Data supplied -
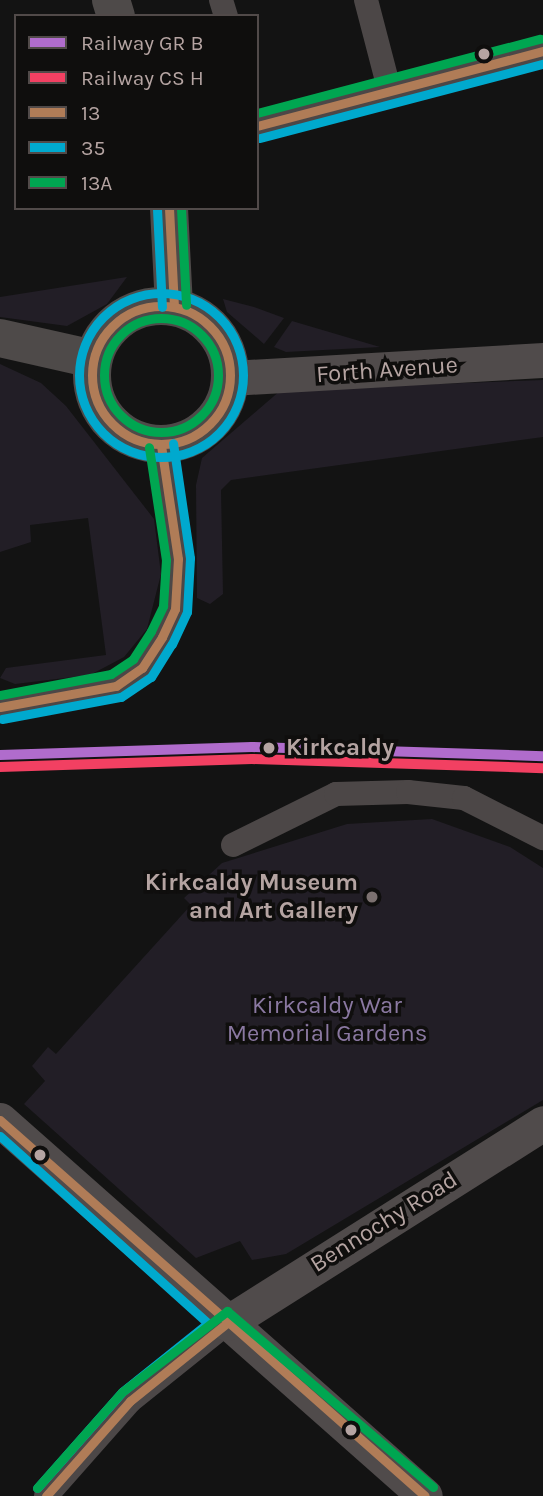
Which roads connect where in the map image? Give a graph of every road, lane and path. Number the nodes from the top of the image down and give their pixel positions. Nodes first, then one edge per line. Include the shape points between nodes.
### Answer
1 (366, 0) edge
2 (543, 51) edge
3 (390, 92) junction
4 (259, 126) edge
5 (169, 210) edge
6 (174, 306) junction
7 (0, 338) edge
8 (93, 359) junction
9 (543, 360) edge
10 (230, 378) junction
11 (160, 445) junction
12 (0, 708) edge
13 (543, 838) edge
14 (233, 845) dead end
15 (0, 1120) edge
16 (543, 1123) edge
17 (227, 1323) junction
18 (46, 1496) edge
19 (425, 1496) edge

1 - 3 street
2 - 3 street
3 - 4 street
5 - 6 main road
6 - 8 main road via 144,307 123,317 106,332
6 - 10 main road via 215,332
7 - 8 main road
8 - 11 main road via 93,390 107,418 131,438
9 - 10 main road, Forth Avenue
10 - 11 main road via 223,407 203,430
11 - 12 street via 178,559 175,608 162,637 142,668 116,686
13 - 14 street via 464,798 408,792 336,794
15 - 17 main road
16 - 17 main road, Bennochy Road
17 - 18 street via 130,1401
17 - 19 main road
--
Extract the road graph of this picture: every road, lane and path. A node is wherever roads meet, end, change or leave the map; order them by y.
==
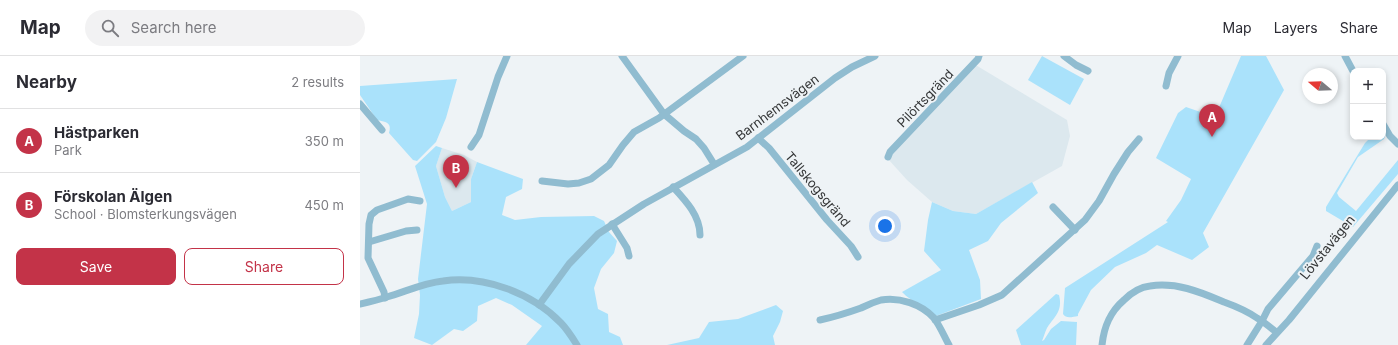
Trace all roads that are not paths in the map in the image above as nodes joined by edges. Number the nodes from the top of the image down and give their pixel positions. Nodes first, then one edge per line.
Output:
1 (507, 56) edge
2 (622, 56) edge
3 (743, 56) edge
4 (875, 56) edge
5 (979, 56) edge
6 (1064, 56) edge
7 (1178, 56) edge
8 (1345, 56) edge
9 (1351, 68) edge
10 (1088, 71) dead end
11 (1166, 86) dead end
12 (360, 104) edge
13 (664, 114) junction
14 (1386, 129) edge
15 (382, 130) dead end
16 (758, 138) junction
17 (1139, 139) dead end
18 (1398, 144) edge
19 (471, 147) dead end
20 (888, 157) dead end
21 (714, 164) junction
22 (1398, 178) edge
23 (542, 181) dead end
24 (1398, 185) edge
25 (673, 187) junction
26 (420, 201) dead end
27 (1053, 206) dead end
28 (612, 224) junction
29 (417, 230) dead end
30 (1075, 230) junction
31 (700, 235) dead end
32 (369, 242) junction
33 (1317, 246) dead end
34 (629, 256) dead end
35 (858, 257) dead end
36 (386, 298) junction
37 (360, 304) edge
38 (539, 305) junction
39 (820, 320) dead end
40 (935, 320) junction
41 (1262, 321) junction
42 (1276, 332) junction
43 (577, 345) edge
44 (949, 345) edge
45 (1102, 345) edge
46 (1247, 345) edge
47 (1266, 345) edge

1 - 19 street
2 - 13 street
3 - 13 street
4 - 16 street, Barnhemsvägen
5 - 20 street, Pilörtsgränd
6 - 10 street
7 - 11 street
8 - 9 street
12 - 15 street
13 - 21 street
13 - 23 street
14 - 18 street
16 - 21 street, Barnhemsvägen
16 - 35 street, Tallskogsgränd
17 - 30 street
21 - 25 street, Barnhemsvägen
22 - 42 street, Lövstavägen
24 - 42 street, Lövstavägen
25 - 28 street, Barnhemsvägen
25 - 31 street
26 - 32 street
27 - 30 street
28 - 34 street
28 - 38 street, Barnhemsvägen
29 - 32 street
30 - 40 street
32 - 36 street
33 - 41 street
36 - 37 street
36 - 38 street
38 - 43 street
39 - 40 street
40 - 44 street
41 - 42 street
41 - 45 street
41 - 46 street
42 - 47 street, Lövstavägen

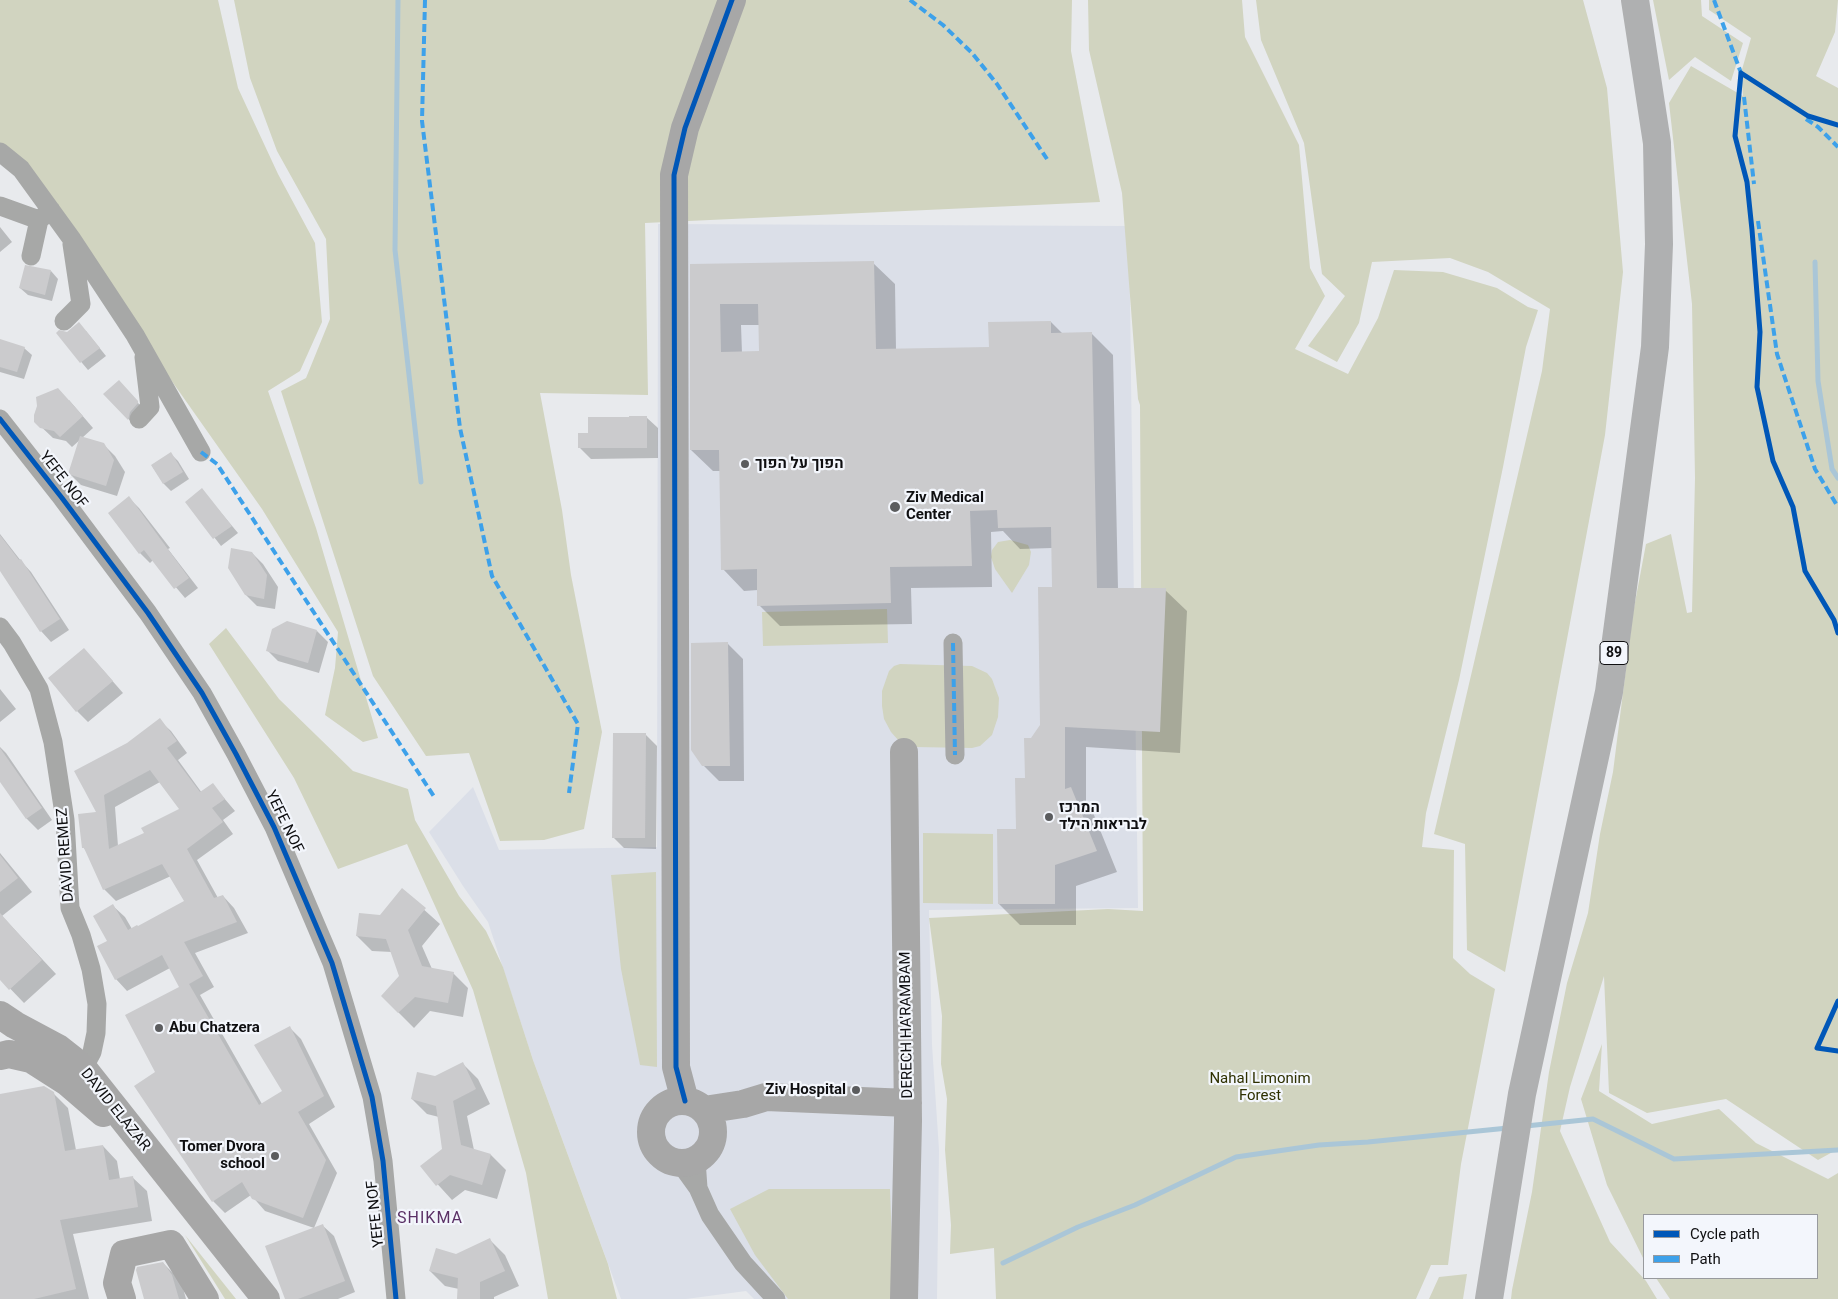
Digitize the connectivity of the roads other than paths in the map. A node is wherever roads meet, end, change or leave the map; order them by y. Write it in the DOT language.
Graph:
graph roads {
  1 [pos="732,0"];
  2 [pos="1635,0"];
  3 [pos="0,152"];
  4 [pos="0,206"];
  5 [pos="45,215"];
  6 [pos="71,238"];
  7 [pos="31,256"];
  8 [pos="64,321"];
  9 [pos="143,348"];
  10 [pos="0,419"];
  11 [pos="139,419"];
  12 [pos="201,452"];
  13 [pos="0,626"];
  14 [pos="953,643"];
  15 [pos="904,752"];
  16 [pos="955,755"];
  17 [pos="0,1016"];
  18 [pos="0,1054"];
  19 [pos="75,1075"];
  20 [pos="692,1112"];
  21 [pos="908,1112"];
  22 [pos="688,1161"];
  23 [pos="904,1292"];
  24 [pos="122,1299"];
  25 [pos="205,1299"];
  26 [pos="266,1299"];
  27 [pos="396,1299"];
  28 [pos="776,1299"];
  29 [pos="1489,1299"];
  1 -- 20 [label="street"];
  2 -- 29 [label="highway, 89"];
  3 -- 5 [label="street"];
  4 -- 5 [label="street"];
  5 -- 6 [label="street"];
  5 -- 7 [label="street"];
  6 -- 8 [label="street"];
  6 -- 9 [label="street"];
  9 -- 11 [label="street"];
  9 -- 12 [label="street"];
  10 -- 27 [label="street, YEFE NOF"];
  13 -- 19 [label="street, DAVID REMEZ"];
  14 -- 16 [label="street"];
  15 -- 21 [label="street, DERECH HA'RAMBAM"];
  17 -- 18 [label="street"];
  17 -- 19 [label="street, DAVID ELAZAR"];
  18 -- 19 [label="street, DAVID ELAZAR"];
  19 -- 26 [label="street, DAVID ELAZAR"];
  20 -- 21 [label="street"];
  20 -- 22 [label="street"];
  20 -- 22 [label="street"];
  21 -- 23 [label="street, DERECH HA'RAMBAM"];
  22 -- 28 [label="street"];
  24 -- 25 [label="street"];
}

Task prompt - What is the number of lines in the listing that include the word "pixel"? Give the number and no other text.

Problem solution - 2